• Problem details: The records below must be returned exactly, with every picture left out.

• Extracted information:
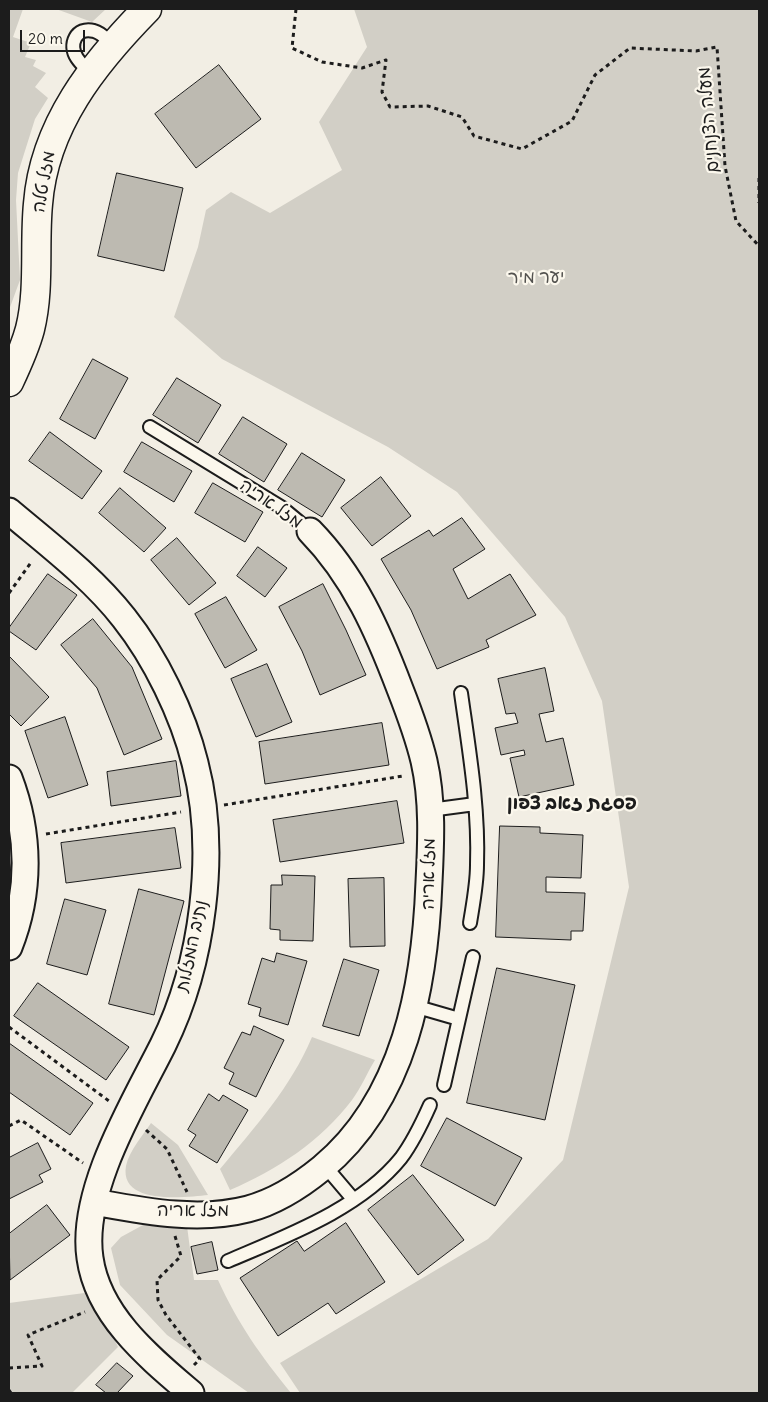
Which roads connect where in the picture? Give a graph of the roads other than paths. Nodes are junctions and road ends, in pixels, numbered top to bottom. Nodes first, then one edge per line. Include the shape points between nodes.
1 (147, 9) edge
2 (9, 382) edge
3 (150, 427) dead end
4 (9, 511) edge
5 (310, 531) joint
6 (461, 693) dead end
7 (9, 778) edge
8 (475, 804) junction
9 (430, 810) junction
10 (470, 923) dead end
11 (9, 947) edge
12 (473, 957) dead end
13 (414, 1006) junction
14 (459, 1018) junction
15 (444, 1085) dead end
16 (430, 1105) dead end
17 (324, 1166) junction
18 (353, 1199) junction
19 (94, 1202) junction
20 (228, 1261) dead end
21 (184, 1387) edge

1 - 2 street, מזל טלה via 90,73 59,124 45,163 38,203 35,293 30,328
3 - 5 lane, מזל אריה via 281,507
4 - 19 street, נתיב המזלות via 93,585 124,617 145,648 164,683 196,763 202,808 204,895 184,992 165,1040 114,1145
5 - 9 street, מזל אריה via 331,553 359,594 388,656 424,761
6 - 8 lane
7 - 11 street via 23,829 25,877 23,904
8 - 9 lane
8 - 10 lane via 477,867
9 - 13 street, מזל אריה via 428,919
12 - 14 lane
13 - 14 lane
13 - 17 street, מזל אריה via 400,1056 385,1090 367,1121 339,1155
14 - 15 lane
16 - 18 lane via 400,1159
17 - 18 lane
17 - 19 street, מזל אריה via 307,1181 278,1198 223,1214 168,1214
18 - 20 lane via 304,1228
19 - 21 street, נתיב המזלות via 89,1235 90,1259 96,1281 135,1345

• Solution:
Which roads connect where in the picture? Give a graph of the roads other than paths. Nodes are junctions and road ends, in pixels, numbered top to bottom. Nodes first, then one edge per line. Include the shape points between nodes.
1 (147, 9) edge
2 (9, 382) edge
3 (150, 427) dead end
4 (9, 511) edge
5 (310, 531) joint
6 (461, 693) dead end
7 (9, 778) edge
8 (475, 804) junction
9 (430, 810) junction
10 (470, 923) dead end
11 (9, 947) edge
12 (473, 957) dead end
13 (414, 1006) junction
14 (459, 1018) junction
15 (444, 1085) dead end
16 (430, 1105) dead end
17 (324, 1166) junction
18 (353, 1199) junction
19 (94, 1202) junction
20 (228, 1261) dead end
21 (184, 1387) edge

1 - 2 street, מזל טלה via 90,73 59,124 45,163 38,203 35,293 30,328
3 - 5 lane, מזל אריה via 281,507
4 - 19 street, נתיב המזלות via 93,585 124,617 145,648 164,683 196,763 202,808 204,895 184,992 165,1040 114,1145
5 - 9 street, מזל אריה via 331,553 359,594 388,656 424,761
6 - 8 lane
7 - 11 street via 23,829 25,877 23,904
8 - 9 lane
8 - 10 lane via 477,867
9 - 13 street, מזל אריה via 428,919
12 - 14 lane
13 - 14 lane
13 - 17 street, מזל אריה via 400,1056 385,1090 367,1121 339,1155
14 - 15 lane
16 - 18 lane via 400,1159
17 - 18 lane
17 - 19 street, מזל אריה via 307,1181 278,1198 223,1214 168,1214
18 - 20 lane via 304,1228
19 - 21 street, נתיב המזלות via 89,1235 90,1259 96,1281 135,1345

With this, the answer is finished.